[Work to be completed] Reproduce the data below exactly as written. Pictures do not belong in the copy.

*** Opening of Input data ***

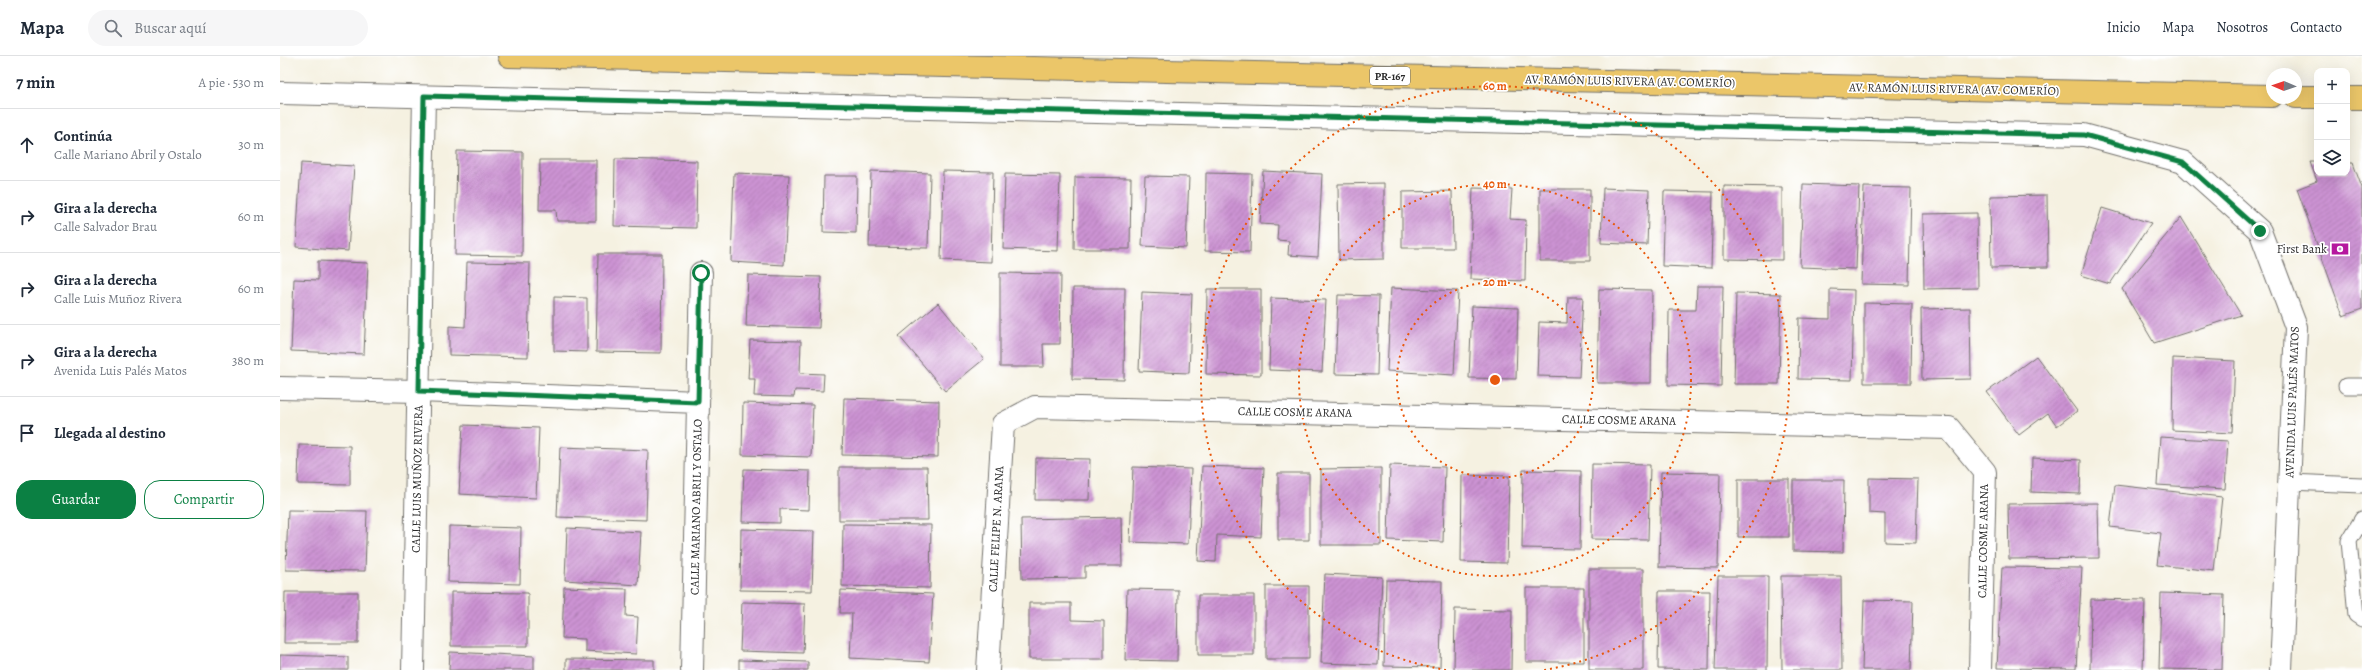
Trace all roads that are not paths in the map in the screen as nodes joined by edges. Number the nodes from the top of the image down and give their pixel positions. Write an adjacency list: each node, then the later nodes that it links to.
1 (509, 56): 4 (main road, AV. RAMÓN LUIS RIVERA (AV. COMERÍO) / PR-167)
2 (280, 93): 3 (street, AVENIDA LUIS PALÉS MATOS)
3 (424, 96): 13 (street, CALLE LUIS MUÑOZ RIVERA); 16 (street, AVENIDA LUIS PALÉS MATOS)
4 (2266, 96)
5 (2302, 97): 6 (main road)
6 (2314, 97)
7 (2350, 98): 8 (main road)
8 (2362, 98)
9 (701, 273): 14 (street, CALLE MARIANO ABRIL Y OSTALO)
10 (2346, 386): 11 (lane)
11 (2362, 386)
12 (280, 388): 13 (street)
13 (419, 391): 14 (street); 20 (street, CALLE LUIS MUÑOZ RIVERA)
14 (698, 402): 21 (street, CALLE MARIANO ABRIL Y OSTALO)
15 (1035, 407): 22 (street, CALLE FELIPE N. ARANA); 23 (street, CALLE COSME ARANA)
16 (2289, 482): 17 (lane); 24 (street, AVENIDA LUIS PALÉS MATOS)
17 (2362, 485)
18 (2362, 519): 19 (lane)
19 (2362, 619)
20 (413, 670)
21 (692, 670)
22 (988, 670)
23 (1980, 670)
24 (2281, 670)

*** Close of Input data ***

[Exercise output]
Trace all roads that are not paths in the map in the screen as nodes joined by edges. Number the nodes from the top of the image down and give their pixel positions. Write an adjacency list: each node, then the later nodes that it links to.
1 (509, 56): 4 (main road, AV. RAMÓN LUIS RIVERA (AV. COMERÍO) / PR-167)
2 (280, 93): 3 (street, AVENIDA LUIS PALÉS MATOS)
3 (424, 96): 13 (street, CALLE LUIS MUÑOZ RIVERA); 16 (street, AVENIDA LUIS PALÉS MATOS)
4 (2266, 96)
5 (2302, 97): 6 (main road)
6 (2314, 97)
7 (2350, 98): 8 (main road)
8 (2362, 98)
9 (701, 273): 14 (street, CALLE MARIANO ABRIL Y OSTALO)
10 (2346, 386): 11 (lane)
11 (2362, 386)
12 (280, 388): 13 (street)
13 (419, 391): 14 (street); 20 (street, CALLE LUIS MUÑOZ RIVERA)
14 (698, 402): 21 (street, CALLE MARIANO ABRIL Y OSTALO)
15 (1035, 407): 22 (street, CALLE FELIPE N. ARANA); 23 (street, CALLE COSME ARANA)
16 (2289, 482): 17 (lane); 24 (street, AVENIDA LUIS PALÉS MATOS)
17 (2362, 485)
18 (2362, 519): 19 (lane)
19 (2362, 619)
20 (413, 670)
21 (692, 670)
22 (988, 670)
23 (1980, 670)
24 (2281, 670)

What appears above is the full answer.